Any AV vendor worth its muster can easily extract theses embedded file and this sort of attack requires the victim to have both PDF and Office software. That paired with the need for another level of social engineering means there are plenty of reasons the trend might not continue. In fact, this isn’t even the first time Labs has seen Office document malware being paired with PDF. The notorious CVE-2012-0158 vulnerability was exploited using PDF as a parent file but did so only briefly. Could VBA PDF files follow the same fate?

SophosLabs certainly isn’t betting against it.

Sophos detects the PDF and embedded Office Document as Troj/DocDl-IYE and the dropped Jaff payload as Mal/Ransom-FD. Our customers are protected.


“We’ve censored parts of the domain names.”
Except you forgot to do that in the screenshot, so the first two are clearly visible. :)

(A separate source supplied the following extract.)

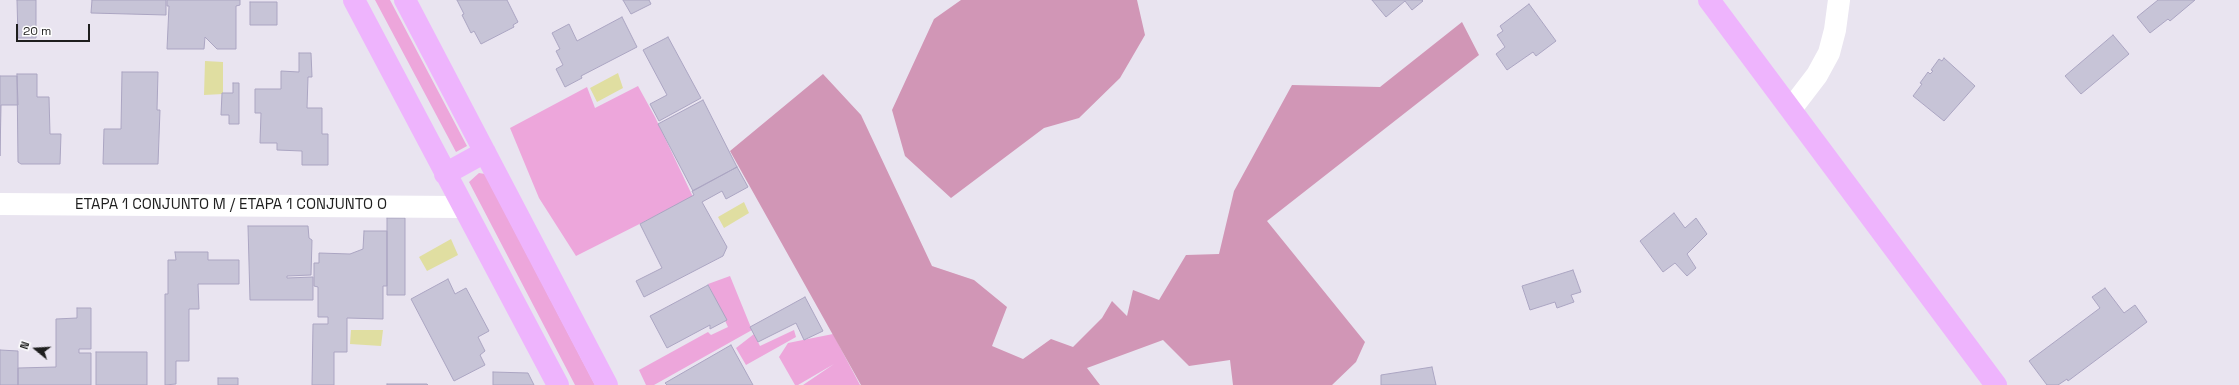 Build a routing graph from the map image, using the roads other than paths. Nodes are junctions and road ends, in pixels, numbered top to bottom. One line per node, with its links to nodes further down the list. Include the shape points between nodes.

Long ago when I first started automating spreadsheets, documents and creating PDF “forms” for users to complete I realized the potential for misuse and have always been particularly wary of these attachments/documents.
Also in those days any “Scripiting Language” (VBScipt or JavaScript) could be added to Adobe Pro for automation or other purposes.
It has been a long time since those days but the rise of VBA as a malicious tool does not surprise me in the least. It is a very powerful programming platform, a lot more than creating a wee macro to copy a column to a new worksheet..
On an alternate point, when I Download any office document or PDF (and I download many) there is an option in my browser’s Download Manager to Analyze the file with the default Antivirus/Antimalware product registered to my computer. This is an option I Always use, even from “trusted” sites.


In Adobe Reader’s preferences, there is the option to disable JavaScript by removing a defaulted on check-box. Would disabling JavaScript prevent this attack?